12 When the timer beeps, drop a couple spots of your extremely hot mixture onto one of the plates from the fridge. Put it back into the fridge for a minute or 2. You can turn the heat down on the marmalade while you wait for the results.

13 After a few minutes, see if a set has been achieved by pushing the blobs of mixture on the cold plate – if it wrinkles then you have done! If not you’ll need to boil up the mixture for another 5 minutes or so. You may need to test 2 or 3 times – it’s not an exact science as the amount of juice, number of pips, evaporation surface area of your pay etc varies. I have found that it works pretty much first time, and compared with making jam from strawberries is an absolute breeze. When happy with the ‘set’ turn off the heat and allow the pan to settle down and cool.
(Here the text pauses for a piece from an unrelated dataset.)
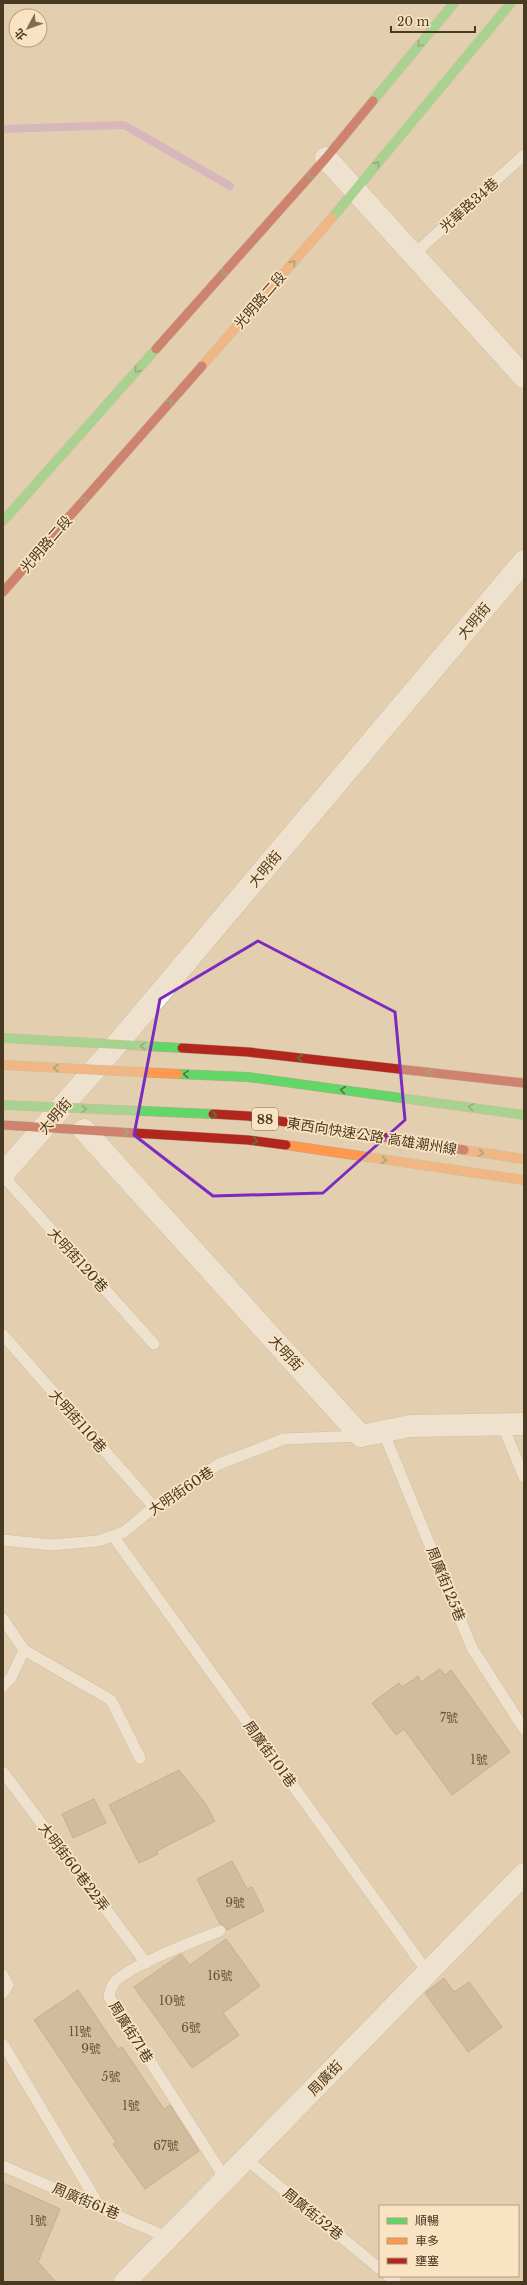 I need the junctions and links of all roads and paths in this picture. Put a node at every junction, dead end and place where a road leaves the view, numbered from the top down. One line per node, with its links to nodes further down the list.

14 (neally there) Get the jars out of the oven – this part is quite dangerous I find, as the marmalade needs to be bottled into hot jars while it is still hot.¬† Again this helps to preserve it so that it will keep well. Take as many precautions as you need to – I work using the jars still in the baking tray placed on a trivet onto the table and then place the pan next to it on another trivet and use a measuring jug to scoop up the marmalade pour it into the jars.¬† Any spillages go into the baking tray so it’s easier to clean up – or you can use the tray to make a bread and butter pudding (wipe out the jug and pan with your slices of bread, arrange and then pour over your milk and egg mix).

15 Put the lids on your jars when still hot. Clean and label when cold, then store in a dark place.